A bulk query will return a response of the same format as a single query retrieves, but for multiple hashes in a single response. There are also additional response fields describing ill-formatted hashes, and hashes not found by the service. Up to 100 hashes can be submitted in one request.

POST /api/databrowser/malware_presence/bulk_query/{post_format}
  • post_format
    • Required parameter that defines the POST payload format. Supported options are xml and json.

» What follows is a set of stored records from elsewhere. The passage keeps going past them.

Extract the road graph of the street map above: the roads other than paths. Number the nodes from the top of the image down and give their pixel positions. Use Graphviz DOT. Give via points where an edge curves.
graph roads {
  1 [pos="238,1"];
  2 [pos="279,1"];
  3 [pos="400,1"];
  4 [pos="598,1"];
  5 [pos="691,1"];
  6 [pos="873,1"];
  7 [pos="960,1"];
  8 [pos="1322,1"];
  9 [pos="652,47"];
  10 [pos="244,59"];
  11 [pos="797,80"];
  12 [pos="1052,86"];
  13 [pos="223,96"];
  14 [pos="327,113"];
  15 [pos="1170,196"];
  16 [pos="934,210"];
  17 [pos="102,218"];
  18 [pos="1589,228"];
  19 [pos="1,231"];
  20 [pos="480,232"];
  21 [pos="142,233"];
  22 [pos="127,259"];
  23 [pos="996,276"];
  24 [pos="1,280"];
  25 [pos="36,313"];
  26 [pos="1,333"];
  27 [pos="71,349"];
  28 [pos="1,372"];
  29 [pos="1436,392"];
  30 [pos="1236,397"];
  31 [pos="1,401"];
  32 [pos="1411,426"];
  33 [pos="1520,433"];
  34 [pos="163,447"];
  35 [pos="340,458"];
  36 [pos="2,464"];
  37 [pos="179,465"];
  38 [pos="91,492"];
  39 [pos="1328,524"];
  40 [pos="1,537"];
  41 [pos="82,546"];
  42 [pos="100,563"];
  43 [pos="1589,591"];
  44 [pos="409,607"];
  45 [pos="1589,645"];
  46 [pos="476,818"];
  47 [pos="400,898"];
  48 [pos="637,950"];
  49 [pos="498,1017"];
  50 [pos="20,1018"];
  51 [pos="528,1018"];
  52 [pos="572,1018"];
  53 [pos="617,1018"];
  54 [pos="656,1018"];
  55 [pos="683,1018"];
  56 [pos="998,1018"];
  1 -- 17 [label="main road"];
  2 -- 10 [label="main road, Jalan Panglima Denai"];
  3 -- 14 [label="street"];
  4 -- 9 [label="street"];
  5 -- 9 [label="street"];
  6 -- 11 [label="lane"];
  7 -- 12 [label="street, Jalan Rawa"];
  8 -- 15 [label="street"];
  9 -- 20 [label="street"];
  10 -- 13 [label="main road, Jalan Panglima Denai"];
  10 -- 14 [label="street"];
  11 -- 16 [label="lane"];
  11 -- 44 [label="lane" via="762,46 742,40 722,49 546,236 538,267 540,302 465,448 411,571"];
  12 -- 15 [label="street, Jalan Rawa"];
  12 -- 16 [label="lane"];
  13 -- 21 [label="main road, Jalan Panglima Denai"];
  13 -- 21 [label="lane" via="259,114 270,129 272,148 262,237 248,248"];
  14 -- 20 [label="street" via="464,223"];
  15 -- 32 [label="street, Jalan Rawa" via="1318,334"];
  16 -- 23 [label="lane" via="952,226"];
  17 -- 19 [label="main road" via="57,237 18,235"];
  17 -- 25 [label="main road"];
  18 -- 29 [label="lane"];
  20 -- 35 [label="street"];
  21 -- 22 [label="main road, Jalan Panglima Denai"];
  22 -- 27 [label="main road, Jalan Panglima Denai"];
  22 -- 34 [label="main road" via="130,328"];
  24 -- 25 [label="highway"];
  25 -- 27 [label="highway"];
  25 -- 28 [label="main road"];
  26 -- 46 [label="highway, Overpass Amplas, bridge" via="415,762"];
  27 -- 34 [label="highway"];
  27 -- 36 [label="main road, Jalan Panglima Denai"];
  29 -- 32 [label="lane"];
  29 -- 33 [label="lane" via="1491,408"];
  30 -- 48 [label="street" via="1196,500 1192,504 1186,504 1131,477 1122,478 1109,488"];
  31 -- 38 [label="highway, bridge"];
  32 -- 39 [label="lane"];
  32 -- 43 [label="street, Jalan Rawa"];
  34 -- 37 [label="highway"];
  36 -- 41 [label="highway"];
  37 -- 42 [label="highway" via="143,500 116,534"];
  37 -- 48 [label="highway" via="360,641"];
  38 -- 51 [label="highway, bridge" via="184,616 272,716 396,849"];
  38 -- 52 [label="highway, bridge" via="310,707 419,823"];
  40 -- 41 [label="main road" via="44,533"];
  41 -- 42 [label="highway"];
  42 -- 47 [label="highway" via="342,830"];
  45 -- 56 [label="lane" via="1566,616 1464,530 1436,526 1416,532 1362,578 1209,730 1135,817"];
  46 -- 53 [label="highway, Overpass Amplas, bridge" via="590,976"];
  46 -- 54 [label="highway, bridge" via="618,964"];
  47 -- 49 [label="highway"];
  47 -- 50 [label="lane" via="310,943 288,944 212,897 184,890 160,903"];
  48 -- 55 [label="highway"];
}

By default, the response format matches the format defined by this parameter.
    • Required

Request Format

The following rules apply to both formats (XML and JSON).

  • hash_type value must be one of the following: md5, sha1, sha256
  • hash_value must be a valid hash of the same type specified by hash_type
{
"rl": {
"query": {
"hash_type": "hash_type",
"hashes": [
"hash_value",
"hash_value",
"...",
"hash_value"
]
}
}
}

Response Format

{
"rl": {
"entries": [
{
"status": "UNKNOWN",
"query_hash": {
"sha1|md5|sha256": "hash_value"
}
}
],
"invalid_hashes": [
"hash_value"
]
}
}

Items in rl.entries in the bulk query response are equivalent to the rl.malware_presence element in the single query response.

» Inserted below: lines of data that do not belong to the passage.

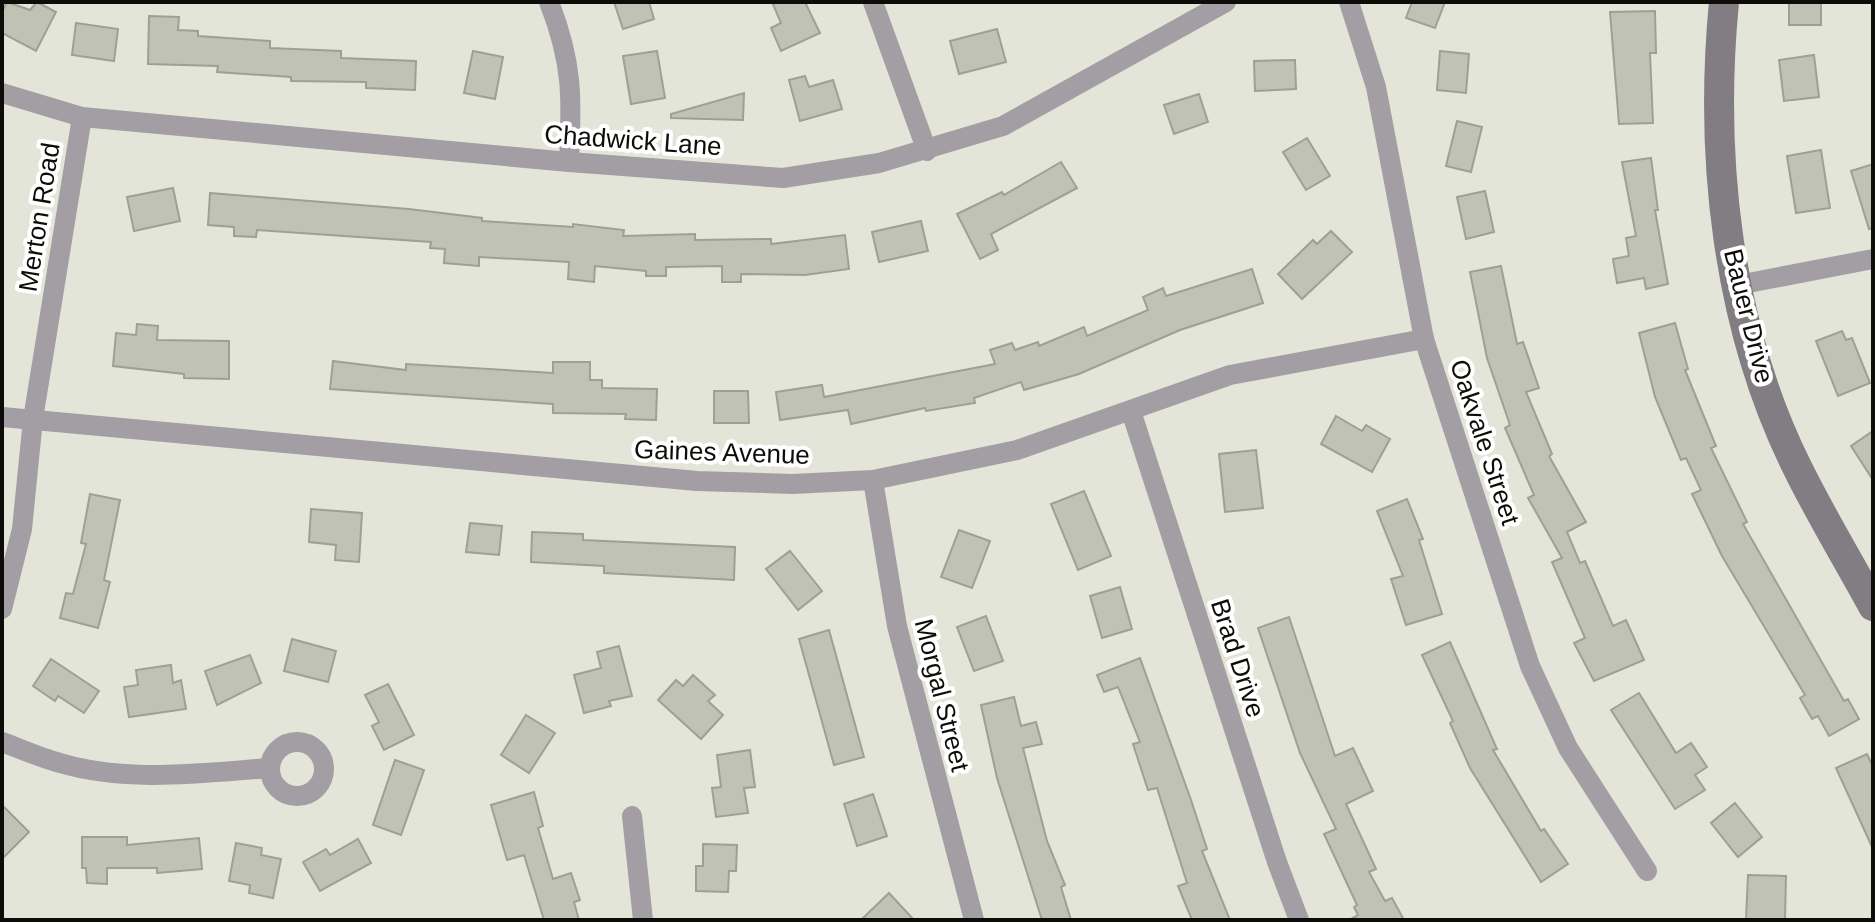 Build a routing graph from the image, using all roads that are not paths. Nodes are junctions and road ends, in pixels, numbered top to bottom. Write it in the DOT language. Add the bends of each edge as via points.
graph roads {
  1 [pos="549,2"];
  2 [pos="873,2"];
  3 [pos="1226,2"];
  4 [pos="1349,2"];
  5 [pos="1724,2"];
  6 [pos="2,93"];
  7 [pos="82,117"];
  8 [pos="927,151"];
  9 [pos="569,162"];
  10 [pos="1873,259"];
  11 [pos="1738,285"];
  12 [pos="1424,339"];
  13 [pos="1131,411"];
  14 [pos="2,417"];
  15 [pos="33,419"];
  16 [pos="873,480"];
  17 [pos="1873,606"];
  18 [pos="2,609"];
  19 [pos="2,742"];
  20 [pos="270,768"];
  21 [pos="632,816"];
  22 [pos="1647,871"];
  23 [pos="643,920"];
  24 [pos="974,920"];
  25 [pos="1299,920"];
  1 -- 9 [label="street" via="566,46 573,92"];
  2 -- 8 [label="street"];
  3 -- 8 [label="street, Chadwick Lane" via="1003,126"];
  4 -- 12 [label="street, Oakvale Street" via="1376,87"];
  5 -- 11 [label="street, Bauer Drive" via="1717,73 1721,189"];
  6 -- 7 [label="street, Chadwick Lane"];
  7 -- 9 [label="street, Chadwick Lane"];
  7 -- 15 [label="street, Merton Road"];
  8 -- 9 [label="street, Chadwick Lane" via="783,178"];
  10 -- 11 [label="street"];
  11 -- 17 [label="street, Bauer Drive" via="1760,372 1796,465"];
  12 -- 13 [label="street, Gaines Avenue" via="1230,375"];
  12 -- 22 [label="street, Oakvale Street" via="1530,666 1568,748"];
  13 -- 16 [label="street, Gaines Avenue" via="1017,450"];
  13 -- 25 [label="street, Brad Drive"];
  14 -- 15 [label="street, Gaines Avenue"];
  15 -- 16 [label="street, Gaines Avenue" via="697,481"];
  15 -- 18 [label="street, Merton Road" via="22,529"];
  16 -- 24 [label="street, Morgal Street" via="897,626"];
  19 -- 20 [label="street" via="62,764 128,773"];
  21 -- 23 [label="street"];
}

Extended Malware Presence Query Option

Single and bulk queries support an additional query parameter extended. This is an optional parameter that specifies whether extended classification metadata for the requested sample(s) should be returned in the response.

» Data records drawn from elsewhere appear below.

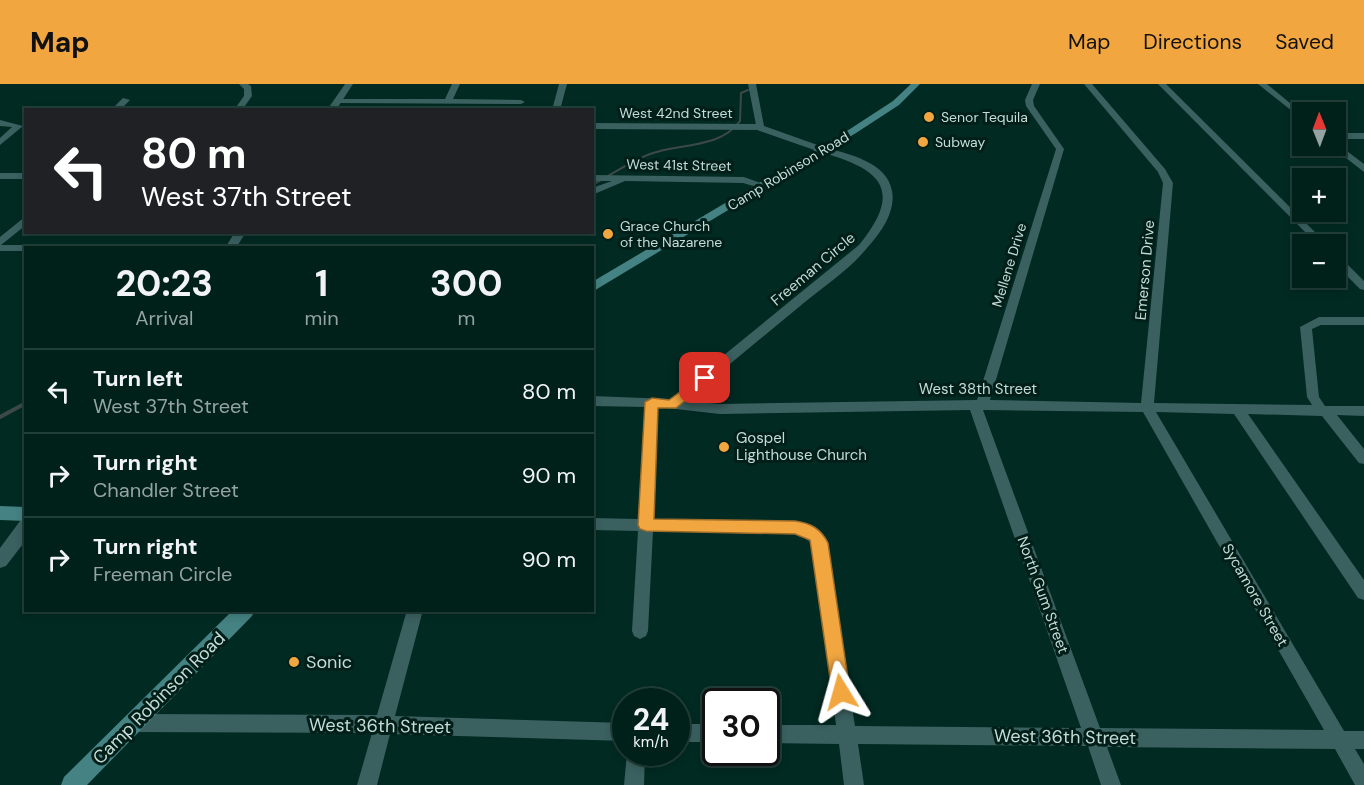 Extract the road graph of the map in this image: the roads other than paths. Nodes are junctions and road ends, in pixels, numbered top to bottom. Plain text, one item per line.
1 (349, 84) edge
2 (456, 84) edge
3 (562, 84) edge
4 (752, 84) edge
5 (916, 84) edge
6 (1036, 84) edge
7 (1088, 84) edge
8 (1162, 84) edge
9 (1262, 84) edge
10 (244, 85) edge
11 (126, 100) dead end
12 (337, 101) junction
13 (448, 101) junction
14 (521, 102) dead end
15 (478, 106) edge
16 (117, 108) edge
17 (239, 108) edge
18 (332, 108) edge
19 (556, 108) edge
20 (1292, 109) edge
21 (0, 123) edge
22 (594, 126) edge
23 (759, 127) junction
24 (1346, 136) edge
25 (1364, 136) edge
26 (0, 142) edge
27 (823, 150) junction
28 (1346, 154) edge
29 (1364, 169) edge
30 (0, 176) edge
31 (24, 176) edge
32 (596, 178) edge
33 (620, 178) junction
34 (764, 186) junction
35 (594, 191) edge
36 (24, 221) edge
37 (1312, 234) edge
38 (0, 242) edge
39 (0, 248) edge
40 (24, 248) edge
41 (1346, 269) edge
42 (594, 287) edge
43 (1364, 287) edge
44 (1364, 321) edge
45 (594, 400) edge
46 (652, 402) junction
47 (672, 405) junction
48 (978, 405) junction
49 (1147, 408) junction
50 (1238, 410) junction
51 (1324, 411) junction
52 (1364, 411) edge
53 (1364, 459) edge
54 (0, 513) edge
55 (24, 514) edge
56 (594, 524) edge
57 (646, 525) junction
58 (24, 529) edge
59 (0, 561) edge
60 (1364, 593) edge
61 (244, 612) edge
62 (414, 612) edge
63 (640, 631) dead end
64 (135, 723) junction
65 (383, 726) junction
66 (612, 732) edge
67 (780, 734) edge
68 (847, 734) junction
69 (1094, 738) junction
70 (1339, 740) junction
71 (1364, 740) edge
72 (635, 766) edge
73 (1364, 782) edge
74 (74, 784) edge
75 (367, 785) edge
76 (634, 785) edge
77 (854, 785) edge
78 (1112, 785) edge

1 - 12 street
2 - 13 street
3 - 19 street
4 - 23 street
5 - 27 main road, Camp Robinson Road
6 - 48 street, Mellene Drive
7 - 49 street, Emerson Drive
8 - 37 street
9 - 20 street
10 - 17 street
11 - 16 street
12 - 13 street
12 - 18 street
13 - 15 street
14 - 15 street
21 - 26 street
22 - 23 street, West 42nd Street
23 - 27 street
24 - 25 street
27 - 34 main road, Camp Robinson Road
27 - 47 street, Freeman Circle
28 - 29 street
30 - 31 street
32 - 33 street, West 41st Street
33 - 34 street, West 41st Street
33 - 35 street
34 - 42 main road, Camp Robinson Road
36 - 38 street
39 - 40 street
41 - 43 street
44 - 51 street
45 - 46 street, West 38th Street
46 - 47 street, West 38th Street
46 - 57 street
47 - 48 street, West 38th Street
48 - 49 street, West 38th Street
48 - 69 street, North Gum Street
49 - 50 street, West 38th Street
49 - 70 street, Sycamore Street
50 - 51 street, West 38th Street
50 - 60 street
51 - 52 street, West 38th Street
51 - 53 street
54 - 55 main road
56 - 57 street
57 - 63 street
57 - 68 street
58 - 59 street
61 - 64 main road, Camp Robinson Road
62 - 65 street
64 - 65 street, West 36th Street
64 - 74 main road, Camp Robinson Road
65 - 66 street, West 36th Street
65 - 75 street
67 - 68 street, West 36th Street
68 - 69 street, West 36th Street
68 - 77 street
69 - 70 street, West 36th Street
69 - 78 street, North Gum Street
70 - 71 street, West 36th Street
70 - 73 street, Sycamore Street
72 - 76 street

The parameter can be set to true (include extended metadata) or false (default; don't include extended metadata). If the parameter is not provided in the request, it is interpreted as false (extended metadata is not returned).

Extended metadata includes information such as trust factor and threat level values; malware type, family name, and platform; first and last seen times, and more.

It may also include information on the classification reason for each sample. This information is conveyed in the optional response field reason, which is only returned when the extended parameter is included in the request, and only if the field is calculated for the requested sample(s).

Classification reason information helps users understand the logic behind sample classification decisions; particularly in the case of goodware overrides. This is an advanced goodware whitelisting technique designed to prevent and suppress possible false positives within highly trusted software packages. If a sample has a valid and trusted certificate signature, or if it came from a trusted source, the sample and all its extracted files should be whitelisted regardless of the AV results. A common example of this are samples with high AV detection results that have the KNOWN classification status.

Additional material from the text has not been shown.